The case of Virendra Paswan is quite similar. He had travelled from Bihar to make a living selling golgappas in Kashmir. Earlier this month, terrorists found him and shot him dead by the side of the street. On October 8, terrorists attacked a school in Srinagar. They lined up the teachers, searched their identity cards to pick out the two of them who happened to be Hindu or Sikh, and shot them dead. The current wave of killings began around end of last year when 65-year-old Satpal Nischal was murdered. His crime? He had acquired for himself a domicile certificate after the abrogation of Article 370.
There are obvious parallels between the current situation in Kashmir and the racist violence in the American south at the time of desegregation. The south fought a war of secession from the United States over slavery, but lost. While slavery was abolished, they kept its spirit alive by severely limiting the rights of blacks for nearly a century. These were the infamous ‘Jim Crow’ laws. They mandated racial segregation, keeping black people out of white spaces everywhere, from schools, colleges and universities to buses and swimming pools. In the 1950s, when the US Supreme Court began striking down these laws, there was widespread resistance. There were riots over black students trying to enroll in white colleges, black people moving into white neighbourhoods or simply trying to ride at the front of the bus. These troubles lasted for nearly twenty years. Southern governors swore to resist. Segregation now, segregation tomorrow, segregation forever, they declared.

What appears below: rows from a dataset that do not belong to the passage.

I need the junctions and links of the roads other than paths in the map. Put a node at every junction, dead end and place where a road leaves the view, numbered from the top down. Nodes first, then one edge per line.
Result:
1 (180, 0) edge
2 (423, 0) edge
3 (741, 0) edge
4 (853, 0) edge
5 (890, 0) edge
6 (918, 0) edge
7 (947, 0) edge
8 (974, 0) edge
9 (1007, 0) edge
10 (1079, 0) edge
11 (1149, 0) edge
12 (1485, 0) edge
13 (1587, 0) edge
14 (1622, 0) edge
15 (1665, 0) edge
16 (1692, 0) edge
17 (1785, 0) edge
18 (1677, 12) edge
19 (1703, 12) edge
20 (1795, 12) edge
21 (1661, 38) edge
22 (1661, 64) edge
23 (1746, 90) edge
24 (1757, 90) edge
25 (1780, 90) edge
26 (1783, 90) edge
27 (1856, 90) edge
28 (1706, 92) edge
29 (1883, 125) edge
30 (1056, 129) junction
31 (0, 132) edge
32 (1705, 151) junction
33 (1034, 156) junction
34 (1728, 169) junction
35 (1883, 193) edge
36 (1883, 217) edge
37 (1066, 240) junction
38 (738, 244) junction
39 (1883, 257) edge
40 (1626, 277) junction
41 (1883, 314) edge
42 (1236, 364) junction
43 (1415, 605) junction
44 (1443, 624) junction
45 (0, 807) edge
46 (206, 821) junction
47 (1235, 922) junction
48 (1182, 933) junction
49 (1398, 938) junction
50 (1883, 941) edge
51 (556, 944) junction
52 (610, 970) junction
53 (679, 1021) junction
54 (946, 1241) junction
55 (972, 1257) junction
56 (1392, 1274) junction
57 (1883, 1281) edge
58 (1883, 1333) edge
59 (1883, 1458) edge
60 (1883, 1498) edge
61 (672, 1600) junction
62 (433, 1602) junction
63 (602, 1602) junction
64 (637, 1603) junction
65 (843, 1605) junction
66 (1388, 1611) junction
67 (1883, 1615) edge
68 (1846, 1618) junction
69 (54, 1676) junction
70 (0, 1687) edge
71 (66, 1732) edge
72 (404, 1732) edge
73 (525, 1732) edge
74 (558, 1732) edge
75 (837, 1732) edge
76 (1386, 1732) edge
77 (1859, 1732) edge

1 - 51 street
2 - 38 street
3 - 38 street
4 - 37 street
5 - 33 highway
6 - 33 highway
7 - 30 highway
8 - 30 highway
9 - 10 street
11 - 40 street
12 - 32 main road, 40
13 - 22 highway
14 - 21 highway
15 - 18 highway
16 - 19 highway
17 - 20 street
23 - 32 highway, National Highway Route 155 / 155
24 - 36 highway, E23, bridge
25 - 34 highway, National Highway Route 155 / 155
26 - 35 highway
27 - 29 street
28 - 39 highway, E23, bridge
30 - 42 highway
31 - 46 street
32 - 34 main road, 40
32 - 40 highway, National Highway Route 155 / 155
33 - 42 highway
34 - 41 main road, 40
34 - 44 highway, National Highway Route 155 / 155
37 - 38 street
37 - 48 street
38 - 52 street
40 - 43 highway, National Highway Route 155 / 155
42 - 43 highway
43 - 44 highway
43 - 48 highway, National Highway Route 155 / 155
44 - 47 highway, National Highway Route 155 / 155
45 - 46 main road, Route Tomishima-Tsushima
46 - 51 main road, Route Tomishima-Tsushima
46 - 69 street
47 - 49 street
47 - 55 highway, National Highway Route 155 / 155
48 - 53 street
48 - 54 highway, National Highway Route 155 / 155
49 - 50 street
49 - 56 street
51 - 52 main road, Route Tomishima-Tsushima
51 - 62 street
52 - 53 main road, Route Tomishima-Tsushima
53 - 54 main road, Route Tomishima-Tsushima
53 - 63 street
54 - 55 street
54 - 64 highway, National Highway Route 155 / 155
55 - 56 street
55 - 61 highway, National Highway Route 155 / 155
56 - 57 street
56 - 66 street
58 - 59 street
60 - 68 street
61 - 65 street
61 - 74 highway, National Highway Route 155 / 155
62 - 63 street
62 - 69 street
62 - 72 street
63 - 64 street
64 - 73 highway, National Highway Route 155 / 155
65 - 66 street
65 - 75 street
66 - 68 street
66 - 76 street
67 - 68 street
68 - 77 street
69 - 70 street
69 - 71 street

Jim Crow Laws and Article 370
Sounds familiar? That is because the so-called Gupkar alliance of leaders from Jammu and Kashmir has a very similar demand. Because Article 370 was India’s version of Jim Crow laws. It was an apartheid law that allowed the state of Jammu and Kashmir to discriminate against women, tribals and any other Indian deemed to be from a “non-native” background. Even the Gorkhas who had lived in the region for a hundred and fifty years, were not spared. Even members of the Valmiki community from Punjab, who moved there on invitation from the state government, as well as their descendants were treated as outsiders with no rights.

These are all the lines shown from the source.